Explore the following demo applications for Workers AI.

  • Gamertown Customer Support Assistant: A RAG based AI Chat app that uses Vectorize to access video game data for employees of Gamertown.
  • Jobs At Conf: A job lisiting website to add jobs you find at in-person conferences. Built with Cloudflare Pages, R2, D1, Queues, and Workers AI.
  • LoRA News Summarizer: This application uses Cloudflare Workers AI, Streamlit, and Beautiful Soup to summarize input news article URLs in a variety of tones.
  • shrty.dev: A URL shortener that makes use of KV and Workers Analytics Engine. The admin interface uses Function Calling.
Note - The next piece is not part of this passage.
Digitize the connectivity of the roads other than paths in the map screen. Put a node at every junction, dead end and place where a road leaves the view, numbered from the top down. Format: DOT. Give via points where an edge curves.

Go Shorty!
  • Fanfic Generator: This application uses Cloudflare Workers AI, Streamlit, and AstraDB to generate personal scifi fanfiction.
  • Homie - Home Automation using Function Calling: A home automation tool that uses AI Function calling to change the color of lightbulbs in your home.
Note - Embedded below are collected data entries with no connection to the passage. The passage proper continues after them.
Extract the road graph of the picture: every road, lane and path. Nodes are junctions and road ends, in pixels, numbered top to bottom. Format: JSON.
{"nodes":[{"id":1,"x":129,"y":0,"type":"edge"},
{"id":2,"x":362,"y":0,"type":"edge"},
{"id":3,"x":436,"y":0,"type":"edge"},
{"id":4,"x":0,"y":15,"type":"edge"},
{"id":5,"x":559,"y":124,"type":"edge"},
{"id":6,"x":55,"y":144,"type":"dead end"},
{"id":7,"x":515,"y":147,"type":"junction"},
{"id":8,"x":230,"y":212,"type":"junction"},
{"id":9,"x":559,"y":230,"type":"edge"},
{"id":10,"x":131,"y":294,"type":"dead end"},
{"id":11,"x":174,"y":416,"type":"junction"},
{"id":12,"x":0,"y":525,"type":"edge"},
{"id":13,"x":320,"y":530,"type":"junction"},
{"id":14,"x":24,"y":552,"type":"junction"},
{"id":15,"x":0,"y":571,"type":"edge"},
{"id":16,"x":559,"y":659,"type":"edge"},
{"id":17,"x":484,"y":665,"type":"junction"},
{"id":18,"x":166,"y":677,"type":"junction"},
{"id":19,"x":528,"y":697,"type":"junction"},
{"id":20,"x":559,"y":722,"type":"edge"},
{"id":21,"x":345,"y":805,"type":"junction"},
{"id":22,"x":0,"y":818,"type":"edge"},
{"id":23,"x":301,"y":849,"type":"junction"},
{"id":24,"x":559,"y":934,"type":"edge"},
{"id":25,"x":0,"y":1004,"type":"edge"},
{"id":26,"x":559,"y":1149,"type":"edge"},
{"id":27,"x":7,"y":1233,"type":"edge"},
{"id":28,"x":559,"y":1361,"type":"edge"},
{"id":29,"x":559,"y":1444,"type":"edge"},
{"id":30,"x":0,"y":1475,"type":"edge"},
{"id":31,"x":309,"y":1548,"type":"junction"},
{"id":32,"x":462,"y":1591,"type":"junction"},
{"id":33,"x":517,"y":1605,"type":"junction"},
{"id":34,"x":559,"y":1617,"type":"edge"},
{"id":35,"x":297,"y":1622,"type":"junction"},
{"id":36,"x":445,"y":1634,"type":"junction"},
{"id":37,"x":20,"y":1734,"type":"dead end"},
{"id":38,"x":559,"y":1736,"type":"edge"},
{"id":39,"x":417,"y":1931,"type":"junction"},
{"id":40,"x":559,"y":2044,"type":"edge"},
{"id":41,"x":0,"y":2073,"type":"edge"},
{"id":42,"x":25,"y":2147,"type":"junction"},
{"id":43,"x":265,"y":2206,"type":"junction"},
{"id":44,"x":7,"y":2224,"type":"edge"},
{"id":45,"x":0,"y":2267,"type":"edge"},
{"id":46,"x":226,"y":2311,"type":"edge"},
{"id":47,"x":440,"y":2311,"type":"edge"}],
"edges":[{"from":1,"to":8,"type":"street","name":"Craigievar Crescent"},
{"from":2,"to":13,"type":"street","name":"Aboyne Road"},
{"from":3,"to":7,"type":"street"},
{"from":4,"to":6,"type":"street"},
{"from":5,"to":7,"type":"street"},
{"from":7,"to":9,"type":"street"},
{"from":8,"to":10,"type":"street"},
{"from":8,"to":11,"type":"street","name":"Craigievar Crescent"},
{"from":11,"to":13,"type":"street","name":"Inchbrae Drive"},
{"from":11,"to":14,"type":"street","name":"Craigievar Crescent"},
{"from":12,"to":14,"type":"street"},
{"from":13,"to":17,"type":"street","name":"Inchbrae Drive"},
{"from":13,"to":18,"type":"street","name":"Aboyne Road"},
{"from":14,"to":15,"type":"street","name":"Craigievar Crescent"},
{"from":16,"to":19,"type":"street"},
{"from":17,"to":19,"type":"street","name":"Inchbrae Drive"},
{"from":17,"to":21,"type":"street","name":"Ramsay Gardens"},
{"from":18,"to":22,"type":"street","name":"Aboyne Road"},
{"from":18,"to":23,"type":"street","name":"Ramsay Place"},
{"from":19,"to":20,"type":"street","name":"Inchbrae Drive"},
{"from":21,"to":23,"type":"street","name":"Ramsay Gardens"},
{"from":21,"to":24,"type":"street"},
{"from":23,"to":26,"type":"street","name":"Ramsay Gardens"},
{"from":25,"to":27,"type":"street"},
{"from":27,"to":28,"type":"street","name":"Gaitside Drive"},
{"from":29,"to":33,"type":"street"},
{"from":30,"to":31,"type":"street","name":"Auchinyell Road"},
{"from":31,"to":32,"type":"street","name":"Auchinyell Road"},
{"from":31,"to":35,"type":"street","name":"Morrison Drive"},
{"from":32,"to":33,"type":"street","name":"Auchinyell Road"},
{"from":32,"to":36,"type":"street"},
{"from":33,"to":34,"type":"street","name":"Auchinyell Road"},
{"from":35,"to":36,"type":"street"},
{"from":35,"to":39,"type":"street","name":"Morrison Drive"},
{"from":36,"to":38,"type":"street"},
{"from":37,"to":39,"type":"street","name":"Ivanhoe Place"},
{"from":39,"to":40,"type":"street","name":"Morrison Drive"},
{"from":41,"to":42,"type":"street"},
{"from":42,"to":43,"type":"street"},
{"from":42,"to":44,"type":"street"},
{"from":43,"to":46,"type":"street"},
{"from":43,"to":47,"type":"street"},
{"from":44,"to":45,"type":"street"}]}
  • Hackathon Helper: A series of starters for Hackathons. Get building quicker! Python, Streamlit, Workers, and Pages starters for all your AI needs!
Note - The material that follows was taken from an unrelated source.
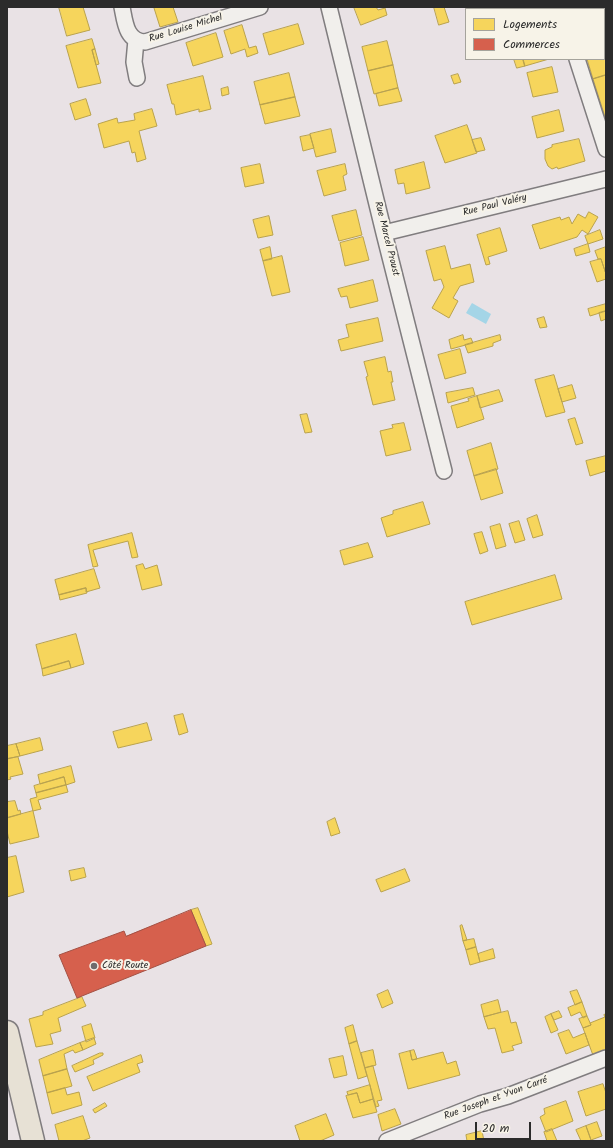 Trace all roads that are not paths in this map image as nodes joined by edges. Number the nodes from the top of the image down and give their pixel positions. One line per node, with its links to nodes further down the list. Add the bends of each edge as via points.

  • NBA Finals Polling and Predictor: This stateful polling application uses Cloudflare Workers AI, Cloudflare Pages, Cloudflare Durable Objects, and Hono to keep track of users' votes for different basketball teams and generates personal predictions for the series.
  • Multimodal AI Translator: This application uses Cloudflare Workers AI to perform multimodal translation of languages via audio and text in the browser.
  • Floor is Llava: This is an example repo to explore using the AI Vision model Llava hosted on Cloudflare Workers AI. This is a SvelteKit app hosted on Pages.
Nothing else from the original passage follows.